Introduction to ROS Here, you’ll navigate Robot Operating System (ROS) to send and receive messages, and perform basic commands.
Packages & Catkin Workspaces Next, you’ll create and prepare an ROS package so that you are ready to deploy code on Carla.
Writing ROS Nodes The, you’ll develop ROS nodes to perform specific vehicle functions, like image classification or motion control.
Project: Program an Autonomous Vehicle
Finally, for your last project, you’ll deploy your teams’ code to Carla, a real self-driving car, and see how well it drives around the test track!
Graduation Congratulations! You did it!
By structuring our curriculum in this way, we’re able to offer you the opportunity to master critical skills in each core area of the self-driving car stack. You’ll establish the core foundations necessary to launch or advance your career, while simultaneously preparing yourself for more specialized and advanced study.
To try and answer this question, I’ll begin with a story. In October of 2016, Udacity welcomed the first class of students into our Self-Driving Car Engineer Nanodegree program. Since that historic debut, we have been delighted to enroll over 11,000 students around the world in this program!
Along the way, we learned that while people across the globe were thrilled at the prospect of being able to work on autonomous vehicles, not all of them were equipped to do so—many of them needed additional training to get ready for the rigors and challenges of our curriculum.

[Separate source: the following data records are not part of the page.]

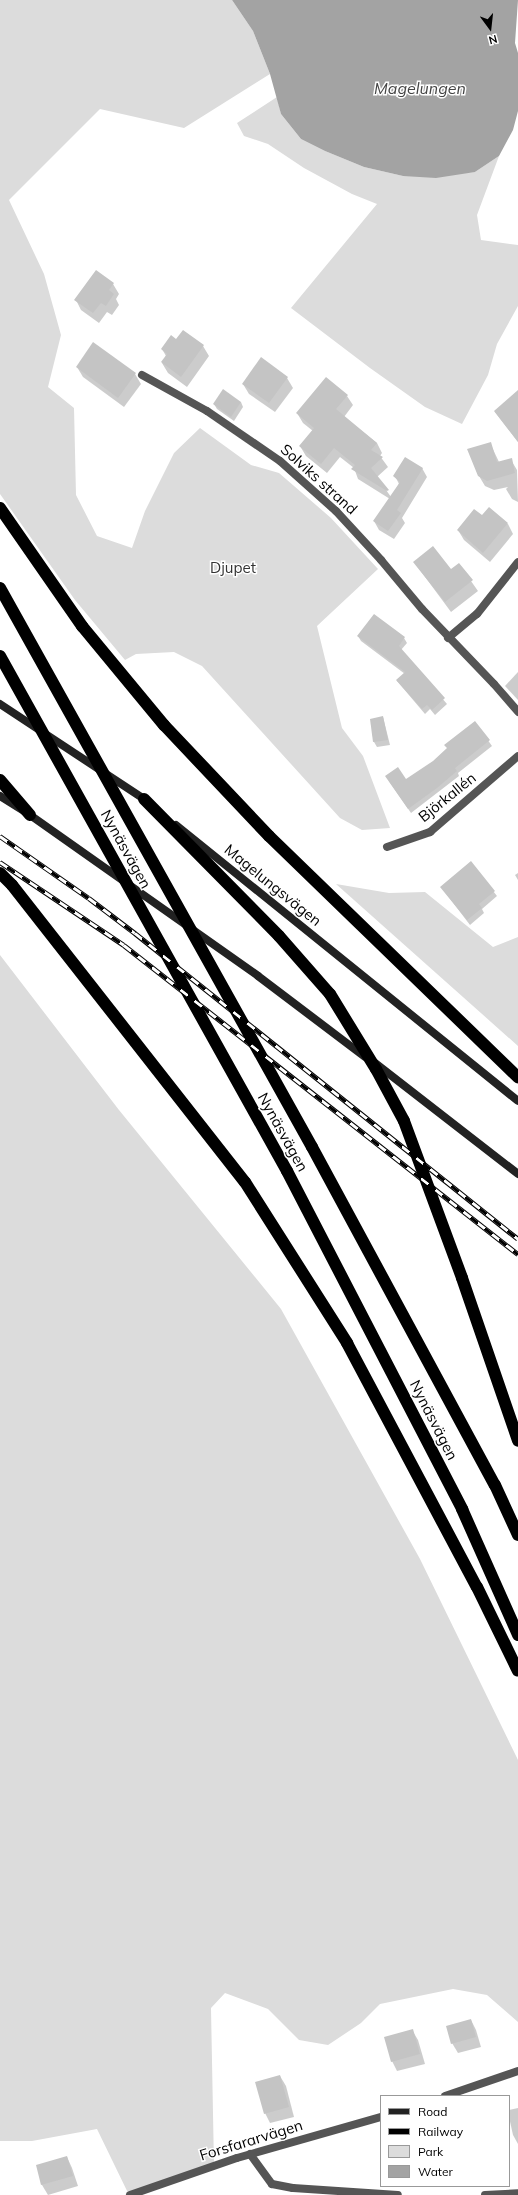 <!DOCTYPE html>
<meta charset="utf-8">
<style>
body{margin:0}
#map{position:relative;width:518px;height:2195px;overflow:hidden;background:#fff;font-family:Mulish,sans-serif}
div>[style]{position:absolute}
.green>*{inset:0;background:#dcdcdc}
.water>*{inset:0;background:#a3a3a3}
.shadow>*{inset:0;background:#0003}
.building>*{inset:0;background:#c4c4c4}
.street>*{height:8px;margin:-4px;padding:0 4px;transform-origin:4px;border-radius:4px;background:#555}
.secondary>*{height:8px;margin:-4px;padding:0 4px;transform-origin:4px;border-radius:4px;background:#222}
.highway>*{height:12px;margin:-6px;padding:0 6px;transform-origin:6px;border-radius:6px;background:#000}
.rail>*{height:4.5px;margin-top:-2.25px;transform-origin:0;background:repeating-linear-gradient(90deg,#fff 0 9px,#000 0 18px);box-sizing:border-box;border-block:1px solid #000}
span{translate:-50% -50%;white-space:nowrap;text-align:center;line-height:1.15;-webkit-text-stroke:3px #fff;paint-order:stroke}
.street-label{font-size:15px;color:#000}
.park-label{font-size:15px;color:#333}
.water-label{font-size:16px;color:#444;font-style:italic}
.legend{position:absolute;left:380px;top:2095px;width:130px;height:92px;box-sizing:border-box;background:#fff;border:1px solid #999;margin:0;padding:5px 7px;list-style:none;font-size:12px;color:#000}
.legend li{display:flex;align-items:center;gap:8px;height:20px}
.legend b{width:20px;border:1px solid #999}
.north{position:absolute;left:470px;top:8px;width:40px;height:40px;-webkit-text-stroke:3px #fff;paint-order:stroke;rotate:165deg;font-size:11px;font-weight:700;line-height:16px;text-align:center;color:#000}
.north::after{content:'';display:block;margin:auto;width:14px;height:18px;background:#000;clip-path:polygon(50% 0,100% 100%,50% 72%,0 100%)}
</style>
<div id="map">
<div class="green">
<div style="clip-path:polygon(0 0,232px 0,253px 31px,270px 74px,184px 128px,100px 109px,9px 200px,44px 274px,61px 335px,48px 387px,74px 408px,76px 495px,97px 536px,132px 548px,145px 511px,174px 453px,200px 428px,251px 465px,279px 473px,331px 518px,378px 569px,317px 626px,342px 728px,363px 756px,390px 828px,362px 830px,340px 818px,202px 666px,174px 652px,136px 654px,125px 660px,75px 600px,0 494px)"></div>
<div style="clip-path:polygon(277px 97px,281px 114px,301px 139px,325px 151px,364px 167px,403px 176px,475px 172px,499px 156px,477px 215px,481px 240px,518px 245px,518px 306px,497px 344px,488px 375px,462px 424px,425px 407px,370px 368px,291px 308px,377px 204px,352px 194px,304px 168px,268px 144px,244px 136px,237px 123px)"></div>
<div style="clip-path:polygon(336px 884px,389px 893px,425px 892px,493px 947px,518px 937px,518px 1046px)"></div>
<div style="clip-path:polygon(0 955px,119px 1110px,281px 1309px,420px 1559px,518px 1760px,518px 2022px,487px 1995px,453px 1989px,380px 2004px,361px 2023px,328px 2045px,299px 2040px,268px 2009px,225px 1993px,211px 2008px,214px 2166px,129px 2195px,97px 2129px,32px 2141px,0 2141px)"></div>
</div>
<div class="water">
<div style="clip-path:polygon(232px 0,518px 0,515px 43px,518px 53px,518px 111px,513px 130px,499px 156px,475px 172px,436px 178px,403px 176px,364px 167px,325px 151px,301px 139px,281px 114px,270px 74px,253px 31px)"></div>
</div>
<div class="shadow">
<div style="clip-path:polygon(113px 284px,119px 294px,116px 299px,119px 305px,112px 315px,107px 312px,99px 323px,81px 310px,76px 300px)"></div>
<div style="clip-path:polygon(176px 341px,203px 346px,209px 356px,187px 387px,168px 373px,162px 363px,166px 356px,162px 349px)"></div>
<div style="clip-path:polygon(77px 367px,135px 374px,141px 384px,124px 407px,83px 377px)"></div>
<div style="clip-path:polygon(287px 378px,293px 388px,275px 412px,249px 394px,243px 384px)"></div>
<div style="clip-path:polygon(347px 396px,353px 405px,344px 417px,377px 443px,382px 453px,380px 456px,388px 467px,377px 477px,391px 497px,399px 484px,395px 476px,422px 468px,427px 477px,402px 518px,405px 523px,394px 539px,379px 530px,374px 521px,390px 499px,358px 479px,354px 468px,340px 457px,327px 473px,306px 456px,300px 446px,313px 431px,303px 423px,297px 413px)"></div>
<div style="clip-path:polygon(518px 396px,518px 442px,495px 412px)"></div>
<div style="clip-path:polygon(241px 402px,243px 407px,234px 421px,217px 409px,214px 404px)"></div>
<div style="clip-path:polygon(490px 443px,499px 462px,511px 460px,517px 470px,518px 502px,512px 499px,506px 489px,508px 487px,494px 490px,485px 486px,479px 476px)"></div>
<div style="clip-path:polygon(483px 517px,508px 524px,513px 534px,490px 562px,464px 540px,458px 530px)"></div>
<div style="clip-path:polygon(414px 562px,451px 570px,459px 564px,478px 591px,451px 612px)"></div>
<div style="clip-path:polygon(358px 636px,404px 638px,407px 643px,401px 650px,447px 704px,435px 715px,430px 709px,425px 714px,397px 681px,405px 674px,361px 641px)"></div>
<div style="clip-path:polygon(518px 672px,518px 700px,505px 686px)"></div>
<div style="clip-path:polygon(383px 717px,390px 745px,377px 747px,374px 742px,371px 720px)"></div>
<div style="clip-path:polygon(475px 722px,492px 746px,458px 773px,459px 776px,411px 813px,389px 781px,406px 780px,434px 762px)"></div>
<div style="clip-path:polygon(471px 863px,497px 896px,482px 909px,484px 913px,470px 925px,441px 887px)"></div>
<div style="clip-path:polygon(518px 873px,518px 880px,515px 875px)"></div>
<div style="clip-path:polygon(471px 2020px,476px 2030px,481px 2047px,458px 2053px,452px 2043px)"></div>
<div style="clip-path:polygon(412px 2030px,418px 2040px,425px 2064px,397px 2071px,392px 2061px)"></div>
<div style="clip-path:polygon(280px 2076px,286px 2086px,294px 2117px,270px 2123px,265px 2113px)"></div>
<div style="clip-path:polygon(518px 2108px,518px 2144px,513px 2135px,509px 2117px,509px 2110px)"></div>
<div style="clip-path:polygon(67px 2157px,72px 2168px,78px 2186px,48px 2195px,42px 2185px,37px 2166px)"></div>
</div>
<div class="building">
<div style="clip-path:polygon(96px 270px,114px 283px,109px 290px,114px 294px,106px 306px,101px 303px,93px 313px,74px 300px)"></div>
<div style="clip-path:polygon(183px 330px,204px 345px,181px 377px,161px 362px,167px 354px,161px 349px,171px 335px,176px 339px)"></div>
<div style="clip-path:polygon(93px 342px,136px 373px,118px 398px,76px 367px)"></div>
<div style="clip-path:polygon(261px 357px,288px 377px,269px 403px,242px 384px)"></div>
<div style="clip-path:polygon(326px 377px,348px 395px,336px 409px,377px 443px,371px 450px,383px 457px,371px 468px,389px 490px,387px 491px,351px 469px,355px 465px,334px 448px,321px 464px,299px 446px,314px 428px,296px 413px)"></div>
<div style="clip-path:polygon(223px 389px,241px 402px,231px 417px,213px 404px)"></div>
<div style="clip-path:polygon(518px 390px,518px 442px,494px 411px)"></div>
<div style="clip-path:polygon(491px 442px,497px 462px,512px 458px,515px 473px,487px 481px,478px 476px,467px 449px)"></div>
<div style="clip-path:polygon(405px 457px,423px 468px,397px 510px,401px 513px,388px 531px,373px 521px,400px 482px,393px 476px)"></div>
<div style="clip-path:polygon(489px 507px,508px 523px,483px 553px,457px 530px,474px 509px,482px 515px)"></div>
<div style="clip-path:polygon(433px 546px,451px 569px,459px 563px,473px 580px,445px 602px,413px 562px)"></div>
<div style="clip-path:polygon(374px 614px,405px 637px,399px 646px,445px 698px,432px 710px,427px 705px,422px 709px,396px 680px,405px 672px,357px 636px)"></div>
<div style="clip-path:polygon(383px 716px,388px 740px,373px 742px,370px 719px)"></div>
<div style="clip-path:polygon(475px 721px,490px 740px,455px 768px,457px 771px,437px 788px,408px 809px,385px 776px,398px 767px,406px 779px,433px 761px,447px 748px,444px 745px)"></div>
<div style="clip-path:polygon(471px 861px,495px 891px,479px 904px,482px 908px,467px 920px,440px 887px)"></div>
<div style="clip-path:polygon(471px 2019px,476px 2037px,451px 2044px,446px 2026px)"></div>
<div style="clip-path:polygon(413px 2029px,420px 2054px,391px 2062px,384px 2037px)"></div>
<div style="clip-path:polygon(280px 2075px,289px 2107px,264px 2114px,255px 2082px)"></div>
<div style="clip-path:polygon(67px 2156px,73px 2176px,41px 2185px,36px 2165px)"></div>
</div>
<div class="street">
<div style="left:142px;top:375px;width:74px;rotate:29deg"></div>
<div style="left:207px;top:411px;width:88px;rotate:34.4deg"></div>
<div style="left:280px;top:461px;width:75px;rotate:41.8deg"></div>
<div style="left:336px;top:511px;width:67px;rotate:47.4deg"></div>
<div style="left:381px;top:560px;width:64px;rotate:50.1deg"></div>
<div style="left:422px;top:609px;width:104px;rotate:46.2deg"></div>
<div style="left:494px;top:684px;width:37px;rotate:49deg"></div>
<div style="left:448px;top:638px;width:38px;rotate:-40deg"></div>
<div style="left:477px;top:614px;width:66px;rotate:-51.7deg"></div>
<div style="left:387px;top:847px;width:46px;rotate:-19.2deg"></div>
<div style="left:430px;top:832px;width:116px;rotate:-40.8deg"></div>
<div style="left:445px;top:2096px;width:77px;rotate:-18.9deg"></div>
<div style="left:250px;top:2154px;width:37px;rotate:54deg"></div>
<div style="left:272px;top:2184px;width:21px;rotate:11deg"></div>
<div style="left:293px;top:2188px;width:105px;rotate:3.8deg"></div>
<div style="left:130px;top:2195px;width:113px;rotate:-19.1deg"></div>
<div style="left:237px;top:2158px;width:150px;rotate:-15.9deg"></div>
<div style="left:485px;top:2195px;width:33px;rotate:-3deg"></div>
</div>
<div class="secondary">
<div style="left:0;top:704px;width:176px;rotate:33.4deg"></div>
<div style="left:0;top:796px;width:36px;rotate:32deg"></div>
<div style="left:30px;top:815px;width:279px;rotate:35.2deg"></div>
<div style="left:258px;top:976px;width:134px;rotate:37.1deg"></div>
<div style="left:176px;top:825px;width:439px;rotate:38.9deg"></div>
<div style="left:375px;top:1063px;width:181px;rotate:37.8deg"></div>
</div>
<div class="highway">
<div style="left:0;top:508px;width:144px;rotate:55.2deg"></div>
<div style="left:82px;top:626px;width:129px;rotate:50.4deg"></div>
<div style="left:164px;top:725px;width:153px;rotate:46.6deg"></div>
<div style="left:269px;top:836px;width:347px;rotate:44.1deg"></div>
<div style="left:0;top:588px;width:640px;rotate:60.83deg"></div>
<div style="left:312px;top:1147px;width:384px;rotate:61.6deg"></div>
<div style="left:495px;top:1485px;width:55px;rotate:65.3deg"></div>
<div style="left:0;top:656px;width:590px;rotate:60.87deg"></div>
<div style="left:287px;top:1171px;width:381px;rotate:62.6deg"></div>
<div style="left:462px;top:1509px;width:138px;rotate:66deg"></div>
<div style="left:0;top:780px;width:46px;rotate:49.4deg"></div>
<div style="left:144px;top:799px;width:192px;rotate:45.4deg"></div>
<div style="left:279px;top:936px;width:77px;rotate:48.7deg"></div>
<div style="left:330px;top:994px;width:88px;rotate:58.5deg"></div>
<div style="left:376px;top:1069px;width:59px;rotate:61.7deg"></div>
<div style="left:404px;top:1121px;width:167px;rotate:69.7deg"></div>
<div style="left:462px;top:1278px;width:172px;rotate:71deg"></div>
<div style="left:0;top:873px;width:17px;rotate:45deg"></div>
<div style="left:12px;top:885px;width:377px;rotate:51.9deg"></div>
<div style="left:245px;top:1182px;width:191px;rotate:57.6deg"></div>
<div style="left:347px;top:1343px;width:276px;rotate:62deg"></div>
<div style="left:477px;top:1587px;width:93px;rotate:64deg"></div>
</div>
<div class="rail">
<div style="left:0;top:836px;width:108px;rotate:34.9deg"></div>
<div style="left:89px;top:898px;width:58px;rotate:37.3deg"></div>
<div style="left:135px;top:933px;width:490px;rotate:38.6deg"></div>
<div style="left:0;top:862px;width:149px;rotate:33.8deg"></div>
<div style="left:124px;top:945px;width:501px;rotate:38.11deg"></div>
</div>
<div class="street-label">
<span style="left:319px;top:479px;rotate:42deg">Solviks strand</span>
<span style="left:447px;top:797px;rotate:-39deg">Björkallén</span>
<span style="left:126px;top:849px;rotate:61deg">Nynäsvägen</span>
<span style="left:273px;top:885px;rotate:39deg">Magelungsvägen</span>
<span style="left:283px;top:1132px;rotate:61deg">Nynäsvägen</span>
<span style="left:434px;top:1420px;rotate:63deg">Nynäsvägen</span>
<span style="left:251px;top:2140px;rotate:-17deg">Forsfararvägen</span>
</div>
<div class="park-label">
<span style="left:233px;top:568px">Djupet</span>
</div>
<div class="water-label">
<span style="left:420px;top:88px">Magelungen</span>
</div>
<ul class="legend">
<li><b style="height:5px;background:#222"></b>Road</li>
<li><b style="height:5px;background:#000"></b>Railway</li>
<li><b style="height:11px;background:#dcdcdc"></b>Park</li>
<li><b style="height:11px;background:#a3a3a3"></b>Water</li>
</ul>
<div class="north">N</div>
</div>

In order to provide a viable point-of-entry for these eager learners, we built the Intro to Self-Driving Cars Nanodegree Program, and welcomed the first class of students at the end of 2017. This “Intro” program prepares students with the fundamentals in Python, C++, calculus, linear algebra, statistics, and physics that are necessary to become a Self-Driving Car Engineer.
Both Nanodegree programs are paths to a career in the self-driving car field, but the goals of each program are distinct, as are the skills one learns.

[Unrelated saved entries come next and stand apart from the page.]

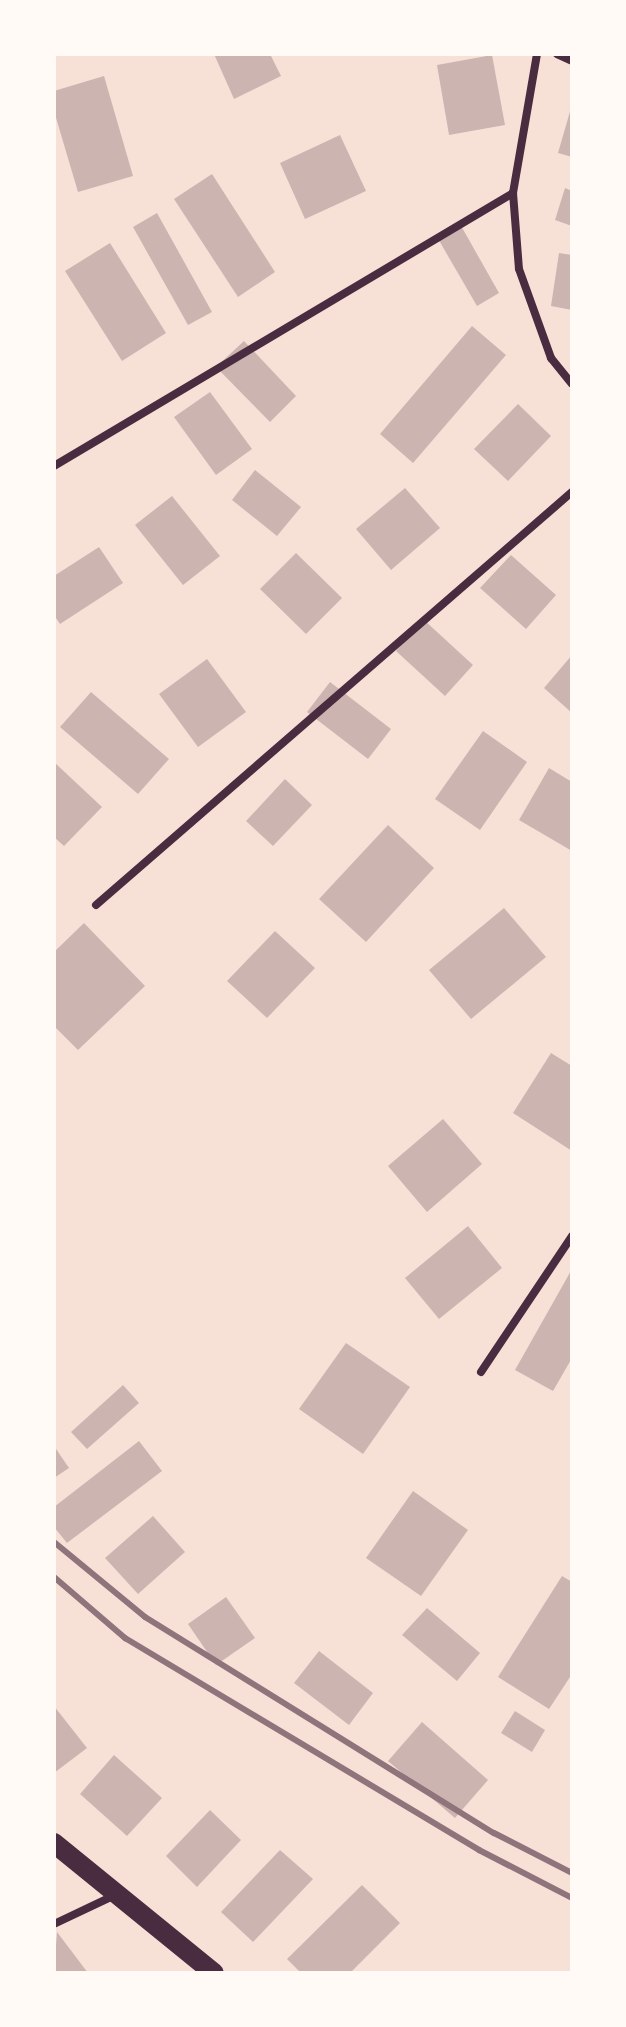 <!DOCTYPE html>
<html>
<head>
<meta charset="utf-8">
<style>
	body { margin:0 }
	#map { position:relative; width:626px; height:2027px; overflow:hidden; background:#f7e1d7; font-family:"Asap Condensed",sans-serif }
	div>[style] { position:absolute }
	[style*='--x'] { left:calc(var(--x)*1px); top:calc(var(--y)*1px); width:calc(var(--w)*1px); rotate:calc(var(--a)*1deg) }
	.building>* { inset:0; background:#ccb4b1 }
	.minor>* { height:8px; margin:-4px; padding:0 4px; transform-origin:4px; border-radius:4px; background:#4a2c40 }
	.primary>* { height:20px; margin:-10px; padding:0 10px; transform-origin:10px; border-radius:10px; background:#4a2c40 }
	.rail>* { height:6px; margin:-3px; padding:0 3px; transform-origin:3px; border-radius:3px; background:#8f747c }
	span { translate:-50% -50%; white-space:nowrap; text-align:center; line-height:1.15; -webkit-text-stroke:6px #fffaf5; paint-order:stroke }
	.frame { position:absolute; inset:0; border:56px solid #fffaf5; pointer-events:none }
</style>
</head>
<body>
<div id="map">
	<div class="building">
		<i style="clip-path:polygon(214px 54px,270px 54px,281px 76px,234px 99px)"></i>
		<i style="clip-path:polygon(492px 55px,505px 125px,449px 135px,437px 65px)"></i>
		<i style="clip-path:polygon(104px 76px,133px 176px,78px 192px,54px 111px,54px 91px)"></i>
		<i style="clip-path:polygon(571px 108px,572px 108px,572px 157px,558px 153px)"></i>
		<i style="clip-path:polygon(340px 135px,366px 191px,305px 219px,280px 163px)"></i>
		<i style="clip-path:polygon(212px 174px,275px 272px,238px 297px,174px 199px)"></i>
		<i style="clip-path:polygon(565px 188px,572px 191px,572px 226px,555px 220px)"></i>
		<i style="clip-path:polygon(157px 213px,212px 312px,188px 325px,133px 227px)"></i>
		<i style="clip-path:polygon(460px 224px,499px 293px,477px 306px,437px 237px)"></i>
		<i style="clip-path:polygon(110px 243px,166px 333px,122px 361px,65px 271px)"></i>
		<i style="clip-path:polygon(559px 253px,572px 255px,572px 310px,551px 306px)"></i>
		<i style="clip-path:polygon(472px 326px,506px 355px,413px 463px,380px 434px)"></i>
		<i style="clip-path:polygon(244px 341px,296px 396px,270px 422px,216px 367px)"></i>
		<i style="clip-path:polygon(210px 392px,252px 449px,216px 475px,174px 417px)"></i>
		<i style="clip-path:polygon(518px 404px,551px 436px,508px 481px,474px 449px)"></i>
		<i style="clip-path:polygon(255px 470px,301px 507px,277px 536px,232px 500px)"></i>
		<i style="clip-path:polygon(405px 488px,440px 528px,391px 570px,356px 529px)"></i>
		<i style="clip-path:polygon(172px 496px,220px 556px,183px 585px,135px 525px)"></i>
		<i style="clip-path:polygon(99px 547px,123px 583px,60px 624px,54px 615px,54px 576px)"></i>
		<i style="clip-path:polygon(296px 553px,342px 598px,306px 634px,260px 589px)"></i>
		<i style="clip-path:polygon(511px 555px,556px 595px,526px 629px,480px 588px)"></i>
		<i style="clip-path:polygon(424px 620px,473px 665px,445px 696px,396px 651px)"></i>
		<i style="clip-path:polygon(572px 655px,572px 713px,544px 688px)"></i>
		<i style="clip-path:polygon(207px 659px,246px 712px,198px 747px,159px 694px)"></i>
		<i style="clip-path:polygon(330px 682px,391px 729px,368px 759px,307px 712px)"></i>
		<i style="clip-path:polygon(91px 692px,169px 759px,138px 794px,60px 727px)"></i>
		<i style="clip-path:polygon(483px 731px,527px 762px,480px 830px,435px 799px)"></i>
		<i style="clip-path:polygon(54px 762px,102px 807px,64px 846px,54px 837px)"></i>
		<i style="clip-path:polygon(549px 768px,572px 782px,572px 851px,519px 820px)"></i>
		<i style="clip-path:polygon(285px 779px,312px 805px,273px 846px,246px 821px)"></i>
		<i style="clip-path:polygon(388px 825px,434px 868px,366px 942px,319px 899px)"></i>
		<i style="clip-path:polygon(504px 908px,546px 957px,471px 1019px,429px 970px)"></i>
		<i style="clip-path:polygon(84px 923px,145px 986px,78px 1050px,54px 1026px,54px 952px)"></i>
		<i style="clip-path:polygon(275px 931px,315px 968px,267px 1018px,227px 981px)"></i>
		<i style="clip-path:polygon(551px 1053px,572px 1066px,572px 1151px,513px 1113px)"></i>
		<i style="clip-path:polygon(443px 1119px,482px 1164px,427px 1212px,388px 1166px)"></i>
		<i style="clip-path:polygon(468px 1226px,502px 1268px,439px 1319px,405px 1278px)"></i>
		<i style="clip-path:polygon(572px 1269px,572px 1358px,553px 1391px,515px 1370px)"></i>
		<i style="clip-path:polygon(346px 1343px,410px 1387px,363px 1454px,299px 1409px)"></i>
		<i style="clip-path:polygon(123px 1385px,139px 1403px,87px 1449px,71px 1432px)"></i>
		<i style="clip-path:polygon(139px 1441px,162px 1471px,67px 1543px,54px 1527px,54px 1507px)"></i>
		<i style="clip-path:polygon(54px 1446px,69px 1468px,54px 1478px)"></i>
		<i style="clip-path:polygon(413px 1491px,468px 1530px,421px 1596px,366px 1558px)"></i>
		<i style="clip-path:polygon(153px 1516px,185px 1552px,138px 1594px,105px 1558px)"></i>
		<i style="clip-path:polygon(562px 1576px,572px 1582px,572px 1674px,549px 1709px,498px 1677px)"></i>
		<i style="clip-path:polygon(226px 1597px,255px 1638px,216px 1665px,188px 1624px)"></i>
		<i style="clip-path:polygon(427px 1608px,480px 1653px,457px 1681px,402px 1635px)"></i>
		<i style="clip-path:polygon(319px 1651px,373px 1693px,349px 1725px,294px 1683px)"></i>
		<i style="clip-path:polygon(54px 1706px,87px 1748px,54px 1773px)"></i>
		<i style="clip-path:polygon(515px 1711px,545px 1730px,532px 1752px,501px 1733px)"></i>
		<i style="clip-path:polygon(422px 1722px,488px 1780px,455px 1818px,388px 1761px)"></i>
		<i style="clip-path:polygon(114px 1755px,162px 1798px,127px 1836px,80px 1794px)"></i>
		<i style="clip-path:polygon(210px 1810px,241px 1840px,197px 1887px,166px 1856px)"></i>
		<i style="clip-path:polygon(280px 1850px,313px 1879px,253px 1942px,221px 1912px)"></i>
		<i style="clip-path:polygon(362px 1885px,400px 1923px,350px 1973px,301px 1973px,287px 1959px)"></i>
		<i style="clip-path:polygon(57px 1932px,88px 1973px,54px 1973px)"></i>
	</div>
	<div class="minor">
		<i style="--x:537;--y:54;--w:141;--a:99.8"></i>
		<i style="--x:513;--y:193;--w:76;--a:85.5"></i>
		<i style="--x:519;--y:269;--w:95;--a:70.2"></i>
		<i style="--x:551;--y:358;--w:33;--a:51"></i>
		<i style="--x:557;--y:54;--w:17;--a:25"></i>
		<i style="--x:54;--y:466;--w:534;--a:-30.74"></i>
		<i style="--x:96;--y:905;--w:630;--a:-40.95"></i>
		<i style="--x:481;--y:1372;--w:164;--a:-56.2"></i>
		<i style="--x:54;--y:1924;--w:68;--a:-25.4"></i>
	</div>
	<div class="primary">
		<i style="--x:54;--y:1843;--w:206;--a:39.1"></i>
	</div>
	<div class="rail">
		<i style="--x:54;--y:1542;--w:118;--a:39.5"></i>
		<i style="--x:145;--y:1617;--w:410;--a:31.8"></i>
		<i style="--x:494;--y:1833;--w:88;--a:27.1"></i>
		<i style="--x:54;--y:1577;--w:94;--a:40.7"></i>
		<i style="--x:125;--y:1638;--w:413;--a:30.9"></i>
		<i style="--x:479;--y:1850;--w:105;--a:27.3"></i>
	</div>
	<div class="frame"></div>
</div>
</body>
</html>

The Self-Driving Car Engineer (SDC) Nanodegree program is an advanced program in which students write programs in Python and C++, and learn new frameworks like ROS and TensorFlow. Students entering SDC should be able to write programs from scratch, and should be comfortable with both calculus and linear algebra. SDC does not require solving differential equations by hand, but does require that students be comfortable interpreting mathematical notation and translating it into code.
The Intro to Self-Driving Cars (iSDC) Nanodegree program is an intermediate program that requires entering students to have only minimal programming and math knowledge. Students entering iSDC should be comfortable reading and modifying code in at least one language (Python helps, since that is first language the program uses). Entering students should also be comfortable with high-school algebra. From there, iSDC teaches the trigonometry, calculus, linear algebra, statistics, and physics that are necessary to succeed in the advanced SDC program.